News, Women Writers

The Iron Lady

As a person who cares about women’s leadership, The Iron Lady should be a no-brainer. A film with an AMAZING tour-de-force performance by Meryl Streep playing a woman who was the longest serving Prime Minister in the western world. She gives one of those performances (even better than her recent amazing performances) that leaves your mouth agape at her talent. It was so awesome to see such a strong and powerful woman onscreen.

But I must admit that I am conflicted about this film. There is no doubt that Margaret Thatcher made great strides for women in politics because she broke down gender boundaries and proved a woman could be as tough or tougher than the guys, but at the same time we can’t forget that Margaret Thatcher was not known for being a part of the sisterhood — far from it.

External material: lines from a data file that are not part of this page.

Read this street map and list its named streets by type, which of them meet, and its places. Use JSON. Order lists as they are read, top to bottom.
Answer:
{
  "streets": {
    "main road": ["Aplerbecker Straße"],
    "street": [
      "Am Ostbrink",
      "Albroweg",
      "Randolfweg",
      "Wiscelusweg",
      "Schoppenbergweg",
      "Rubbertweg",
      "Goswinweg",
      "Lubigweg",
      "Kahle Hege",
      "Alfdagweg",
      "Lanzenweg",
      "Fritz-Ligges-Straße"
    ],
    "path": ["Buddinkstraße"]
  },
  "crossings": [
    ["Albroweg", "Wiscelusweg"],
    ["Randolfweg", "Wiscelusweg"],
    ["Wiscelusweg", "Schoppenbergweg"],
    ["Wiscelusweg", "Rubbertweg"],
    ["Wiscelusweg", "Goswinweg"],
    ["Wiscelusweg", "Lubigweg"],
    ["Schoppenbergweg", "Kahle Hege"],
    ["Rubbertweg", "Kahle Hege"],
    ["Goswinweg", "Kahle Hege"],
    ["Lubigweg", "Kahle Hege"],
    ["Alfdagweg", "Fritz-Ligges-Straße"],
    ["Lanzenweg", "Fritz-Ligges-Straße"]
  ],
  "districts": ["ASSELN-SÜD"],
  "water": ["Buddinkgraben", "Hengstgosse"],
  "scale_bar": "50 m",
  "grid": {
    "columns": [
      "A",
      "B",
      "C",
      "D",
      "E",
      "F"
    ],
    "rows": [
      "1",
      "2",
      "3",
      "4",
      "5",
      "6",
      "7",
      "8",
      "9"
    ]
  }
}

The film in deciding to focuses on the gender barriers hopes that her breakthroughs will trump the rest of her horrific political views. But it just doesn’t work. Gender is just one piece of the puzzle, it’s not the whole thing. That’s always been one of the biggest issues for me related to women in leadership positions — just because you have a vagina doesn’t make you a feminist. (ie Sarah Palin) As we said at White House Project where I worked a decade ago — it’s not the gender, it’s the agenda.

The film is told in flashbacks from the perspective of Thatcher who is currently suffering from dementia. Certain things happen which cause her to recall significant moments from years ago. The screenwriter Abi Morgan has created a film that is fiction but based on real life events. There is no doubt that Margaret Thacher accomplished many things no woman did in her time. You see how she learned her conservative politics at her father’s feet (he was a grocer and also the mayor of Grantham) and how committed she was to going into politics (after she studied physics at Oxford.) She told Dennis Thatcher the man she was to marry (and their loving relationship is one of the humanizing pieces of her in the film) that she would never be a woman in the kitchen washing cups like her mother. And she wasn’t.

No matter how many barriers she kicked down, Margaret Thatcher was still a product of her generation. She went to Parliament at a time when there were hardly any women, and from what I can tell, she liked it that way. To heighten the gender issues there is a hardly another woman in the film aside from her daughter who while taking care of her mom seems to earn her wrath because she is there and not her twin brother (whom mom clearly likes better.)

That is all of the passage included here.